- **Task objective**: How many lines in the material below include the string "other"? Only the number should be given.

- **Data in this exercise**:

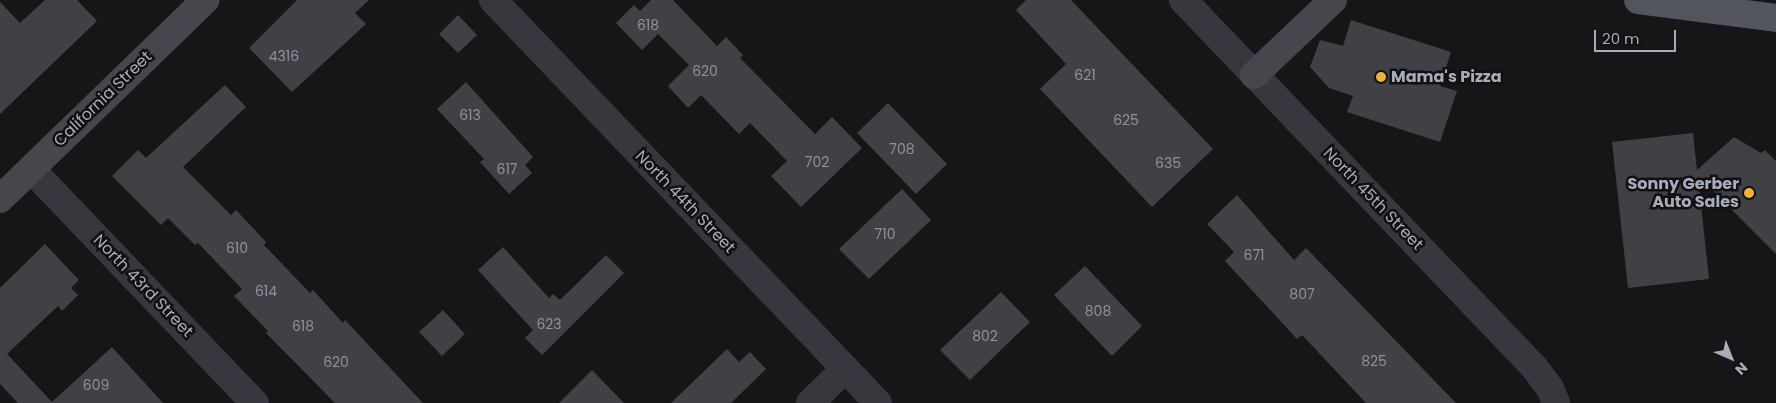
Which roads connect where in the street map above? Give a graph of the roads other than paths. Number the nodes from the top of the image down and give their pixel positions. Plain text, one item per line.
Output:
1 (205, 0) edge
2 (493, 0) edge
3 (1183, 0) edge
4 (1333, 0) edge
5 (1638, 0) edge
6 (1776, 18) edge
7 (1254, 75) junction
8 (31, 169) junction
9 (0, 199) edge
10 (845, 369) junction
11 (255, 403) edge
12 (810, 403) edge
13 (878, 403) edge
14 (1556, 403) edge

1 - 8 street, California Street
2 - 10 street, North 44th Street
3 - 7 street, North 45th Street
4 - 7 street
5 - 6 main road
7 - 14 street, North 45th Street
8 - 9 street, California Street
8 - 11 street, North 43rd Street
10 - 12 street
10 - 13 street, North 44th Street

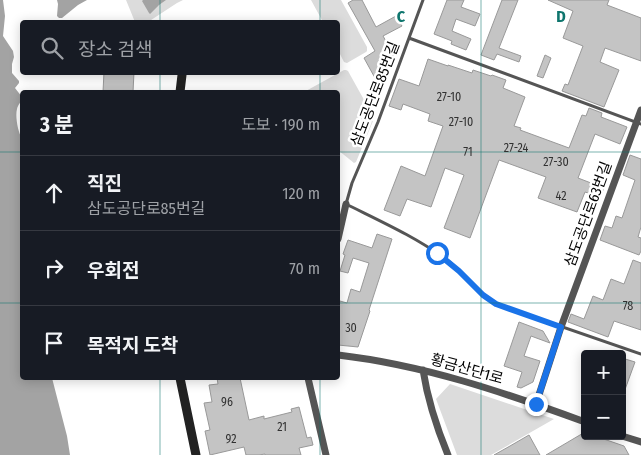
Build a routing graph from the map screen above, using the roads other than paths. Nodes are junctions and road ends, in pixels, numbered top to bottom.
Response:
1 (423, 0) edge
2 (408, 38) junction
3 (182, 75) dead end
4 (180, 90) edge
5 (641, 110) edge
6 (639, 123) edge
7 (346, 204) junction
8 (340, 230) edge
9 (561, 327) junction
10 (641, 354) edge
11 (340, 355) edge
12 (423, 370) junction
13 (180, 380) edge
14 (308, 380) edge
15 (536, 404) junction
16 (581, 421) edge
17 (626, 437) edge
18 (641, 442) edge
19 (196, 455) edge
20 (326, 455) edge
21 (448, 455) edge

1 - 2 lane, 삼도공단로85번길
2 - 6 lane, 삼도공단로85번길
2 - 7 lane, 삼도공단로85번길
3 - 4 street
5 - 6 street, 삼도공단로63번길
6 - 9 street, 삼도공단로63번길
7 - 8 street
7 - 9 lane
9 - 10 lane
9 - 15 street, 삼도공단로63번길
11 - 12 street, 황금산단1로
12 - 15 street, 황금산단1로
12 - 21 street
13 - 19 street
14 - 20 street
15 - 16 street, 황금산단1로
17 - 18 street

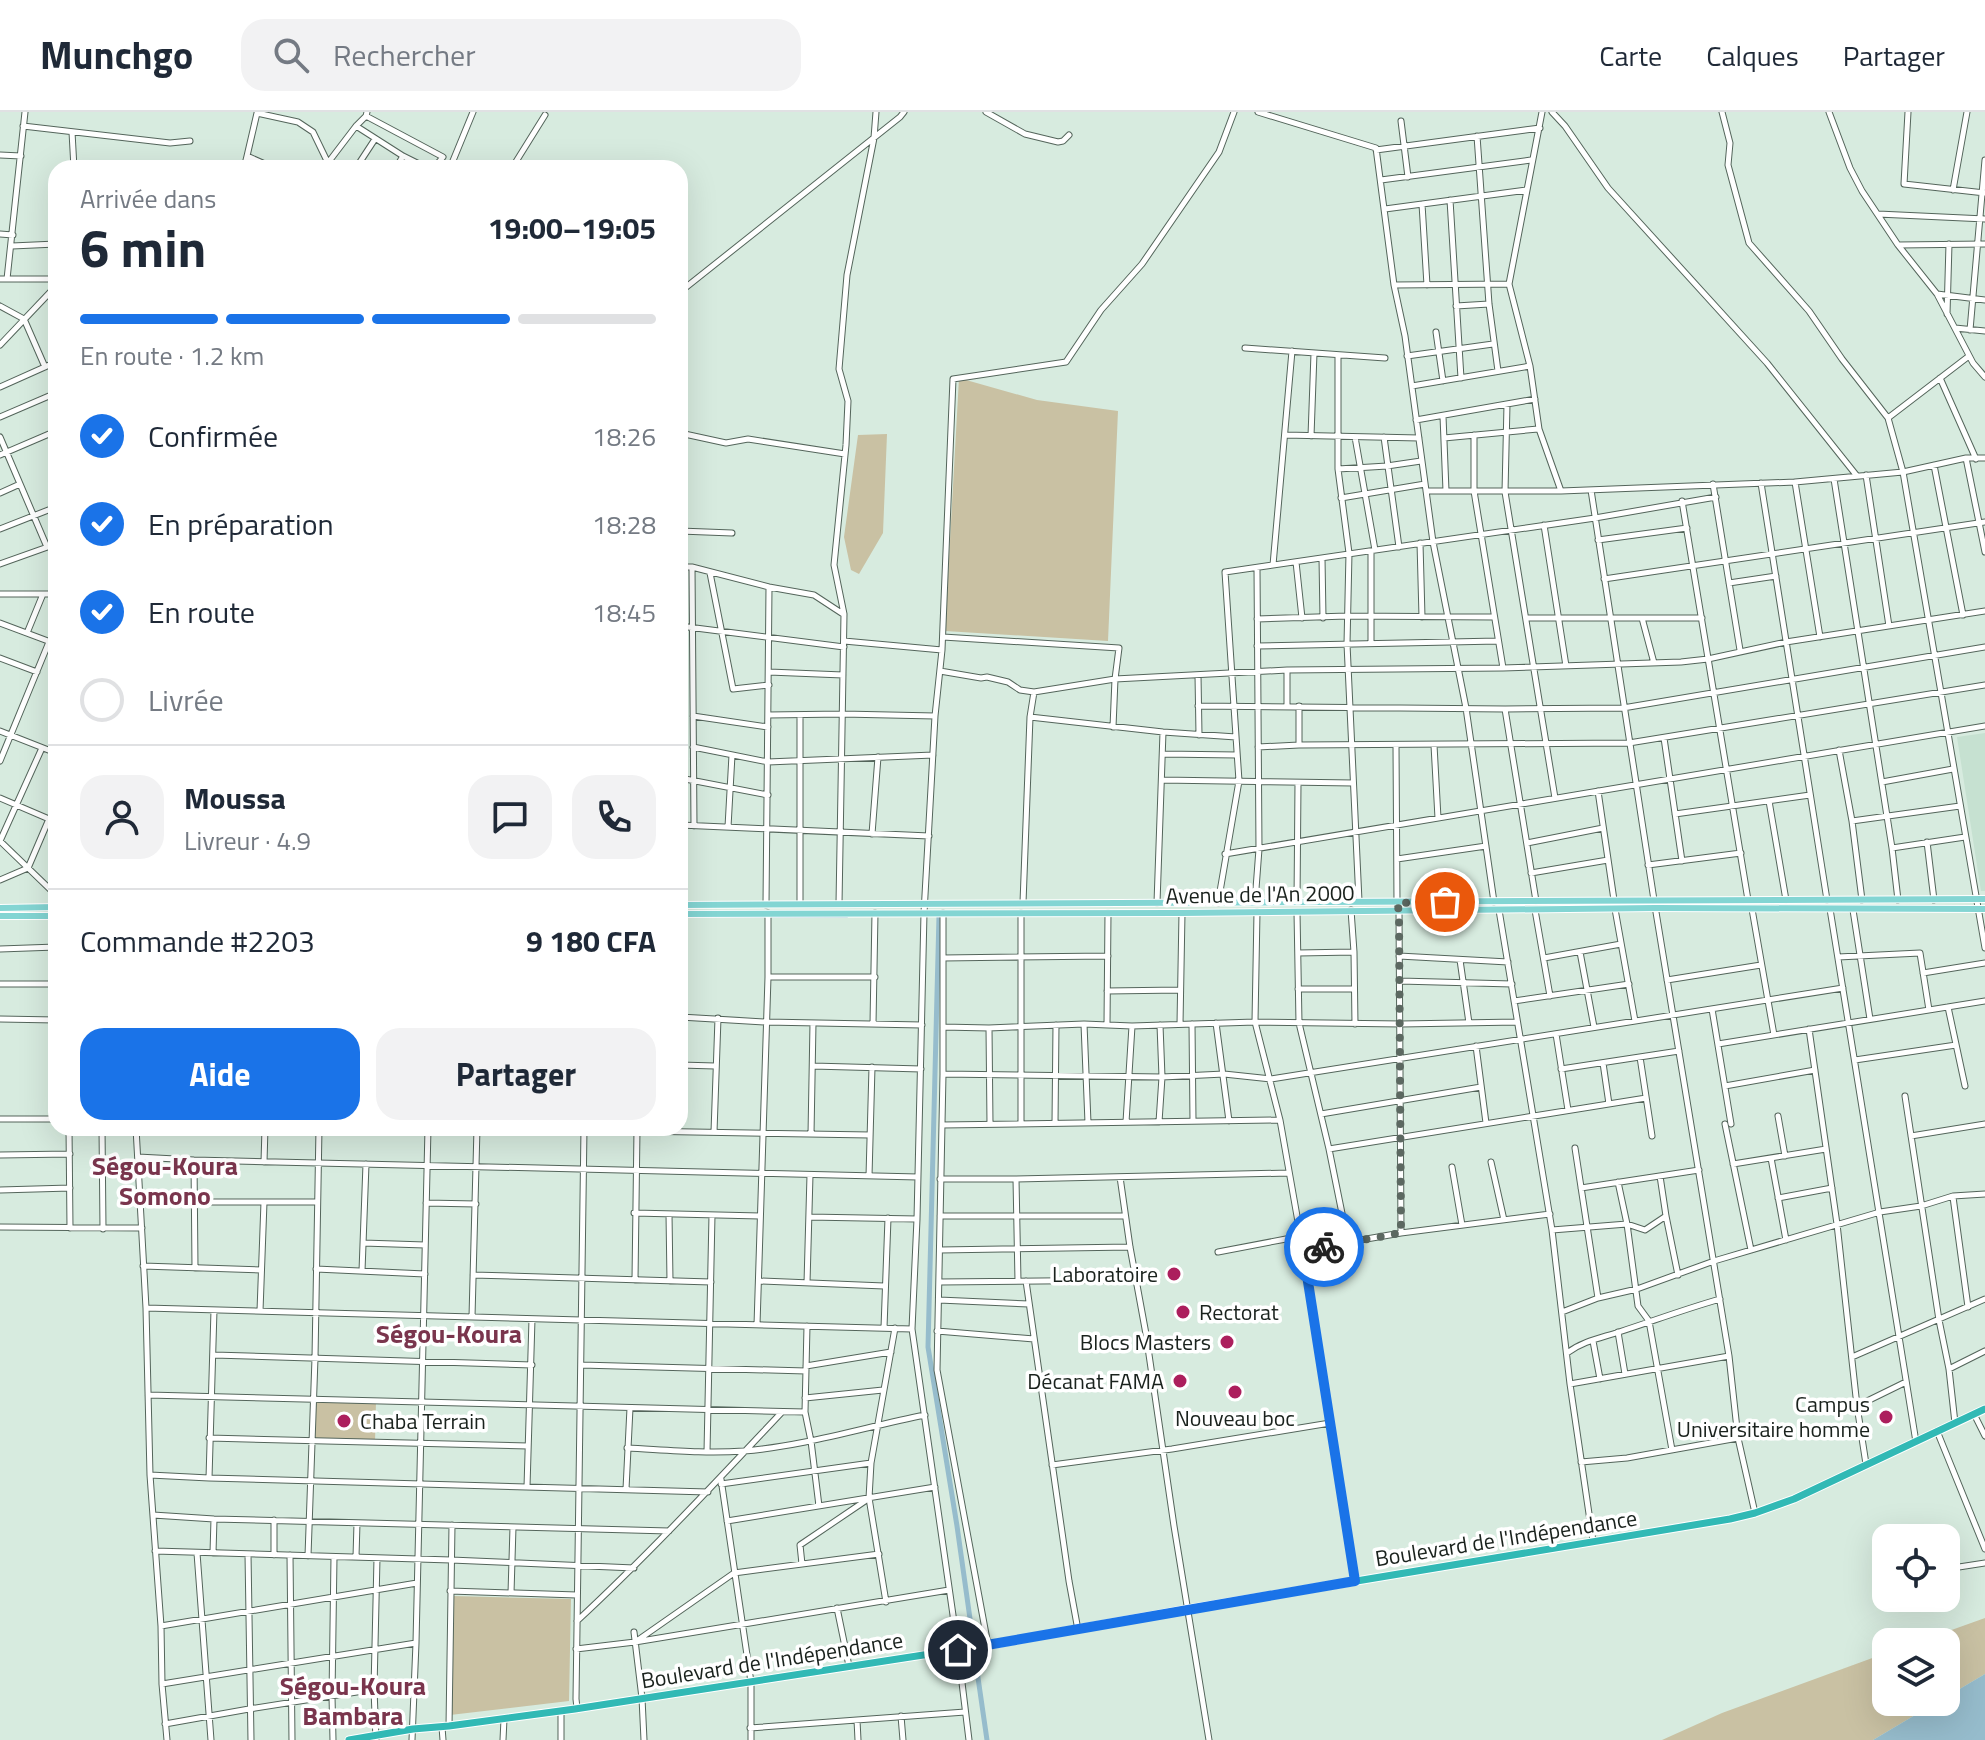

- **Exercise solution**: 2